The Squeezenet model is defined using python:
//some other layers
net = slim.conv2d(net, 1000, [1, 1], activation_fn=None, normalizer_fn=None, scope='conv10')
net = slim.avg_pool2d(net, net.get_shape()[1:3], scope='avgpool10')
net = tf.squeeze(net, [1, 2], name='logits')

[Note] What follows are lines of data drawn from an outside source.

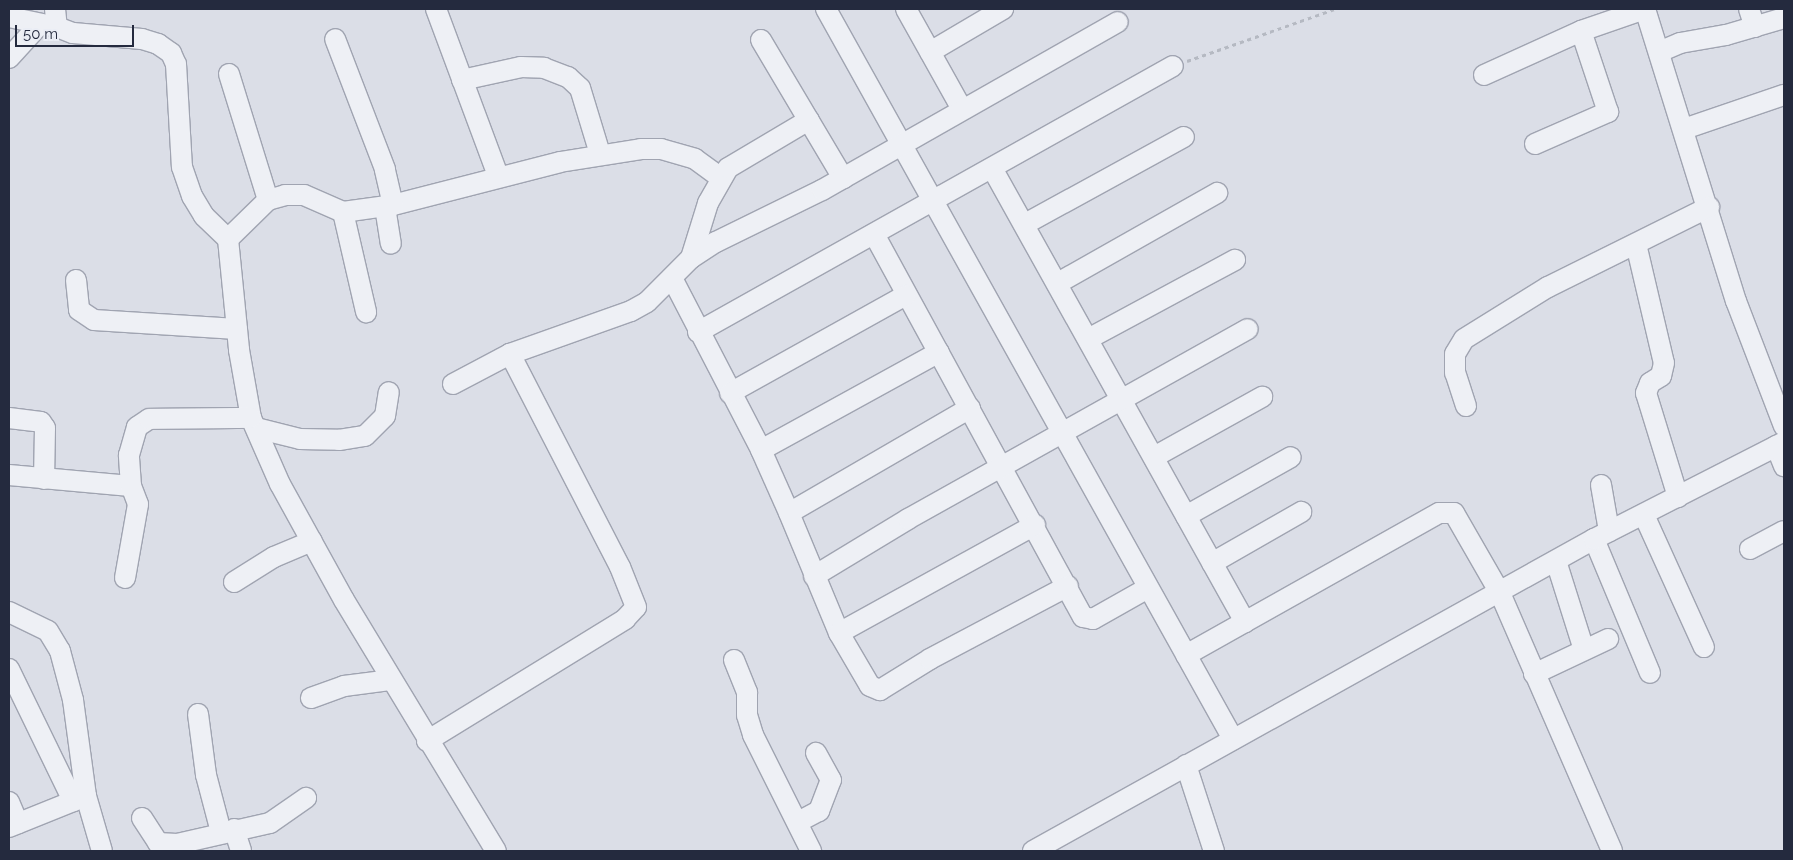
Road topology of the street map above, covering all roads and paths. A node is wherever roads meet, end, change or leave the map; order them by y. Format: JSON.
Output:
{"nodes":[{"id":1,"x":436,"y":9,"type":"edge"},
{"id":2,"x":826,"y":9,"type":"edge"},
{"id":3,"x":906,"y":9,"type":"edge"},
{"id":4,"x":1002,"y":9,"type":"edge"},
{"id":5,"x":1335,"y":9,"type":"edge"},
{"id":6,"x":1645,"y":9,"type":"edge"},
{"id":7,"x":9,"y":17,"type":"edge"},
{"id":8,"x":1752,"y":18,"type":"edge"},
{"id":9,"x":1784,"y":18,"type":"edge"},
{"id":10,"x":50,"y":20,"type":"edge"},
{"id":11,"x":1118,"y":22,"type":"dead end"},
{"id":12,"x":1581,"y":30,"type":"junction"},
{"id":13,"x":335,"y":39,"type":"dead end"},
{"id":14,"x":761,"y":40,"type":"dead end"},
{"id":15,"x":930,"y":52,"type":"junction"},
{"id":16,"x":1659,"y":52,"type":"junction"},
{"id":17,"x":9,"y":58,"type":"edge"},
{"id":18,"x":1173,"y":66,"type":"joint"},
{"id":19,"x":229,"y":74,"type":"dead end"},
{"id":20,"x":1484,"y":75,"type":"dead end"},
{"id":21,"x":462,"y":80,"type":"junction"},
{"id":22,"x":1784,"y":95,"type":"edge"},
{"id":23,"x":962,"y":109,"type":"junction"},
{"id":24,"x":809,"y":120,"type":"junction"},
{"id":25,"x":1684,"y":129,"type":"junction"},
{"id":26,"x":1184,"y":137,"type":"dead end"},
{"id":27,"x":902,"y":143,"type":"junction"},
{"id":28,"x":1536,"y":144,"type":"dead end"},
{"id":29,"x":600,"y":154,"type":"junction"},
{"id":30,"x":992,"y":168,"type":"junction"},
{"id":31,"x":498,"y":176,"type":"junction"},
{"id":32,"x":721,"y":178,"type":"junction"},
{"id":33,"x":843,"y":178,"type":"junction"},
{"id":34,"x":1217,"y":193,"type":"dead end"},
{"id":35,"x":268,"y":200,"type":"junction"},
{"id":36,"x":934,"y":200,"type":"junction"},
{"id":37,"x":389,"y":206,"type":"junction"},
{"id":38,"x":1709,"y":207,"type":"junction"},
{"id":39,"x":343,"y":212,"type":"junction"},
{"id":40,"x":1025,"y":224,"type":"junction"},
{"id":41,"x":874,"y":234,"type":"junction"},
{"id":42,"x":228,"y":239,"type":"junction"},
{"id":43,"x":391,"y":244,"type":"dead end"},
{"id":44,"x":1636,"y":244,"type":"junction"},
{"id":45,"x":691,"y":258,"type":"junction"},
{"id":46,"x":1235,"y":260,"type":"dead end"},
{"id":47,"x":672,"y":278,"type":"junction"},
{"id":48,"x":76,"y":280,"type":"dead end"},
{"id":49,"x":1058,"y":283,"type":"junction"},
{"id":50,"x":906,"y":294,"type":"junction"},
{"id":51,"x":366,"y":312,"type":"dead end"},
{"id":52,"x":237,"y":329,"type":"junction"},
{"id":53,"x":1248,"y":329,"type":"dead end"},
{"id":54,"x":698,"y":332,"type":"junction"},
{"id":55,"x":1088,"y":339,"type":"junction"},
{"id":56,"x":939,"y":352,"type":"junction"},
{"id":57,"x":510,"y":354,"type":"junction"},
{"id":58,"x":453,"y":384,"type":"dead end"},
{"id":59,"x":389,"y":392,"type":"dead end"},
{"id":60,"x":730,"y":393,"type":"junction"},
{"id":61,"x":1262,"y":397,"type":"dead end"},
{"id":62,"x":1123,"y":400,"type":"junction"},
{"id":63,"x":1466,"y":406,"type":"dead end"},
{"id":64,"x":970,"y":408,"type":"junction"},
{"id":65,"x":9,"y":418,"type":"edge"},
{"id":66,"x":253,"y":423,"type":"junction"},
{"id":67,"x":1784,"y":426,"type":"edge"},
{"id":68,"x":1062,"y":433,"type":"junction"},
{"id":69,"x":1780,"y":444,"type":"edge"},
{"id":70,"x":761,"y":450,"type":"junction"},
{"id":71,"x":1154,"y":457,"type":"junction"},
{"id":72,"x":1291,"y":457,"type":"dead end"},
{"id":73,"x":1784,"y":466,"type":"edge"},
{"id":74,"x":1003,"y":468,"type":"junction"},
{"id":75,"x":9,"y":475,"type":"edge"},
{"id":76,"x":44,"y":479,"type":"junction"},
{"id":77,"x":1601,"y":485,"type":"dead end"},
{"id":78,"x":131,"y":486,"type":"junction"},
{"id":79,"x":1678,"y":497,"type":"junction"},
{"id":80,"x":1301,"y":512,"type":"dead end"},
{"id":81,"x":789,"y":513,"type":"junction"},
{"id":82,"x":1644,"y":515,"type":"junction"},
{"id":83,"x":1186,"y":516,"type":"junction"},
{"id":84,"x":1035,"y":525,"type":"junction"},
{"id":85,"x":1784,"y":531,"type":"edge"},
{"id":86,"x":1601,"y":535,"type":"junction"},
{"id":87,"x":312,"y":541,"type":"junction"},
{"id":88,"x":1750,"y":549,"type":"dead end"},
{"id":89,"x":1556,"y":562,"type":"junction"},
{"id":90,"x":1212,"y":563,"type":"junction"},
{"id":91,"x":814,"y":576,"type":"junction"},
{"id":92,"x":125,"y":578,"type":"dead end"},
{"id":93,"x":234,"y":582,"type":"dead end"},
{"id":94,"x":1068,"y":586,"type":"junction"},
{"id":95,"x":1148,"y":588,"type":"junction"},
{"id":96,"x":1500,"y":593,"type":"junction"},
{"id":97,"x":9,"y":612,"type":"edge"},
{"id":98,"x":1246,"y":622,"type":"junction"},
{"id":99,"x":839,"y":633,"type":"junction"},
{"id":100,"x":1608,"y":639,"type":"dead end"},
{"id":101,"x":1704,"y":647,"type":"dead end"},
{"id":102,"x":1584,"y":650,"type":"junction"},
{"id":103,"x":1186,"y":655,"type":"junction"},
{"id":104,"x":734,"y":660,"type":"dead end"},
{"id":105,"x":9,"y":669,"type":"edge"},
{"id":106,"x":1534,"y":674,"type":"junction"},
{"id":107,"x":1650,"y":674,"type":"dead end"},
{"id":108,"x":390,"y":680,"type":"junction"},
{"id":109,"x":311,"y":698,"type":"dead end"},
{"id":110,"x":198,"y":714,"type":"dead end"},
{"id":111,"x":1233,"y":739,"type":"junction"},
{"id":112,"x":427,"y":741,"type":"junction"},
{"id":113,"x":816,"y":753,"type":"dead end"},
{"id":114,"x":1186,"y":765,"type":"junction"},
{"id":115,"x":80,"y":798,"type":"junction"},
{"id":116,"x":306,"y":798,"type":"dead end"},
{"id":117,"x":9,"y":802,"type":"edge"},
{"id":118,"x":142,"y":818,"type":"dead end"},
{"id":119,"x":798,"y":822,"type":"junction"},
{"id":120,"x":13,"y":825,"type":"edge"},
{"id":121,"x":228,"y":830,"type":"junction"},
{"id":122,"x":101,"y":851,"type":"edge"},
{"id":123,"x":241,"y":851,"type":"edge"},
{"id":124,"x":496,"y":851,"type":"edge"},
{"id":125,"x":811,"y":851,"type":"edge"},
{"id":126,"x":1033,"y":851,"type":"edge"},
{"id":127,"x":1214,"y":851,"type":"edge"},
{"id":128,"x":1612,"y":851,"type":"edge"}],
"edges":[{"from":1,"to":21,"type":"street"},
{"from":2,"to":27,"type":"street"},
{"from":3,"to":15,"type":"street"},
{"from":4,"to":15,"type":"street"},
{"from":5,"to":18,"type":"path"},
{"from":6,"to":12,"type":"street"},
{"from":6,"to":16,"type":"street"},
{"from":7,"to":10,"type":"street"},
{"from":8,"to":9,"type":"street"},
{"from":8,"to":16,"type":"street"},
{"from":10,"to":17,"type":"street"},
{"from":10,"to":42,"type":"street"},
{"from":11,"to":23,"type":"street"},
{"from":12,"to":20,"type":"street"},
{"from":12,"to":28,"type":"street"},
{"from":13,"to":37,"type":"street"},
{"from":14,"to":24,"type":"street"},
{"from":15,"to":23,"type":"street"},
{"from":16,"to":25,"type":"street"},
{"from":18,"to":30,"type":"street"},
{"from":19,"to":35,"type":"street"},
{"from":21,"to":29,"type":"street"},
{"from":21,"to":31,"type":"street"},
{"from":22,"to":25,"type":"street"},
{"from":23,"to":27,"type":"street"},
{"from":24,"to":32,"type":"street"},
{"from":24,"to":33,"type":"street"},
{"from":25,"to":38,"type":"street"},
{"from":26,"to":40,"type":"street"},
{"from":27,"to":33,"type":"street"},
{"from":27,"to":36,"type":"street"},
{"from":29,"to":31,"type":"street"},
{"from":29,"to":32,"type":"street"},
{"from":30,"to":36,"type":"street"},
{"from":30,"to":40,"type":"street"},
{"from":31,"to":37,"type":"street"},
{"from":32,"to":45,"type":"street"},
{"from":33,"to":45,"type":"street"},
{"from":34,"to":49,"type":"street"},
{"from":35,"to":39,"type":"street"},
{"from":35,"to":42,"type":"street"},
{"from":36,"to":41,"type":"street"},
{"from":36,"to":68,"type":"street"},
{"from":37,"to":39,"type":"street"},
{"from":37,"to":43,"type":"street"},
{"from":38,"to":44,"type":"street"},
{"from":38,"to":67,"type":"street"},
{"from":39,"to":51,"type":"street"},
{"from":40,"to":49,"type":"street"},
{"from":41,"to":50,"type":"street"},
{"from":41,"to":54,"type":"street"},
{"from":42,"to":52,"type":"street"},
{"from":44,"to":63,"type":"street"},
{"from":44,"to":79,"type":"street"},
{"from":45,"to":47,"type":"street"},
{"from":46,"to":55,"type":"street"},
{"from":47,"to":54,"type":"street"},
{"from":47,"to":57,"type":"street"},
{"from":48,"to":52,"type":"street"},
{"from":49,"to":55,"type":"street"},
{"from":50,"to":56,"type":"street"},
{"from":50,"to":60,"type":"street"},
{"from":52,"to":66,"type":"street"},
{"from":53,"to":62,"type":"street"},
{"from":54,"to":60,"type":"street"},
{"from":55,"to":62,"type":"street"},
{"from":56,"to":64,"type":"street"},
{"from":56,"to":70,"type":"street"},
{"from":57,"to":58,"type":"street"},
{"from":57,"to":112,"type":"street"},
{"from":59,"to":66,"type":"street"},
{"from":60,"to":70,"type":"street"},
{"from":61,"to":71,"type":"street"},
{"from":62,"to":68,"type":"street"},
{"from":62,"to":71,"type":"street"},
{"from":64,"to":74,"type":"street"},
{"from":64,"to":81,"type":"street"},
{"from":65,"to":76,"type":"street"},
{"from":66,"to":78,"type":"street"},
{"from":66,"to":87,"type":"street"},
{"from":68,"to":74,"type":"street"},
{"from":68,"to":95,"type":"street"},
{"from":69,"to":73,"type":"street"},
{"from":69,"to":79,"type":"street"},
{"from":70,"to":81,"type":"street"},
{"from":71,"to":83,"type":"street"},
{"from":72,"to":83,"type":"street"},
{"from":74,"to":84,"type":"street"},
{"from":74,"to":91,"type":"street"},
{"from":75,"to":76,"type":"street"},
{"from":76,"to":78,"type":"street"},
{"from":77,"to":86,"type":"street"},
{"from":78,"to":92,"type":"street"},
{"from":79,"to":82,"type":"street"},
{"from":80,"to":90,"type":"street"},
{"from":81,"to":91,"type":"street"},
{"from":82,"to":86,"type":"street"},
{"from":82,"to":101,"type":"street"},
{"from":83,"to":90,"type":"street"},
{"from":84,"to":94,"type":"street"},
{"from":84,"to":99,"type":"street"},
{"from":85,"to":88,"type":"street"},
{"from":86,"to":89,"type":"street"},
{"from":86,"to":107,"type":"street"},
{"from":87,"to":93,"type":"street"},
{"from":87,"to":108,"type":"street"},
{"from":89,"to":96,"type":"street"},
{"from":89,"to":102,"type":"street"},
{"from":90,"to":98,"type":"street"},
{"from":91,"to":99,"type":"street"},
{"from":94,"to":95,"type":"street"},
{"from":94,"to":99,"type":"street"},
{"from":95,"to":103,"type":"street"},
{"from":96,"to":98,"type":"street"},
{"from":96,"to":106,"type":"street"},
{"from":96,"to":111,"type":"street"},
{"from":97,"to":115,"type":"street"},
{"from":98,"to":103,"type":"street"},
{"from":100,"to":102,"type":"street"},
{"from":102,"to":106,"type":"street"},
{"from":103,"to":111,"type":"street"},
{"from":104,"to":119,"type":"street"},
{"from":105,"to":115,"type":"street"},
{"from":106,"to":128,"type":"street"},
{"from":108,"to":109,"type":"street"},
{"from":108,"to":112,"type":"street"},
{"from":110,"to":121,"type":"street"},
{"from":111,"to":114,"type":"street"},
{"from":112,"to":124,"type":"street"},
{"from":113,"to":119,"type":"street"},
{"from":114,"to":126,"type":"street"},
{"from":114,"to":127,"type":"street"},
{"from":115,"to":120,"type":"street"},
{"from":115,"to":122,"type":"street"},
{"from":116,"to":121,"type":"street"},
{"from":117,"to":120,"type":"street"},
{"from":118,"to":121,"type":"street"},
{"from":119,"to":125,"type":"street"},
{"from":121,"to":123,"type":"street"}]}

net = slim.fully_connected(net, bottleneck_layer_size, activation_fn=None, scope='Bottleneck', reuse=False)
My command:
./snpe-tensorflow-to-dlc --graph 'protobuf.pb' --input_dim 'input' 160,160,3 --out_node embeddings --allow_unconsumed_nodes
fails:
tensorflow/layers/reshape.py:78: RuntimeWarning: error_code=1004; error_message=Layer parameters combination is invalid. Layer squeezenet/Bottleneck/BatchNorm/Reshape:0: tensor size mismatch between input {1, 1, 1000} and output {1, 1, 128}; error_component=Model Validation; line_no=138; thread_id=140398003033920
descriptor.output_names[0])
2017-12-04 10:58:52,241 - 123 - ERROR - Conversion failed: ERROR_TF_LAYER_INPUT_COUNT_ERROR: Layer AvgPooling expects 1 input(s), actual 2
When I load the same protobuf.pb in python using Tensorflow ther is no problem. How can i fix the poblem and convert the model?
Please provide a complete minimal example which illustrates the issue as text or pb file (preferable).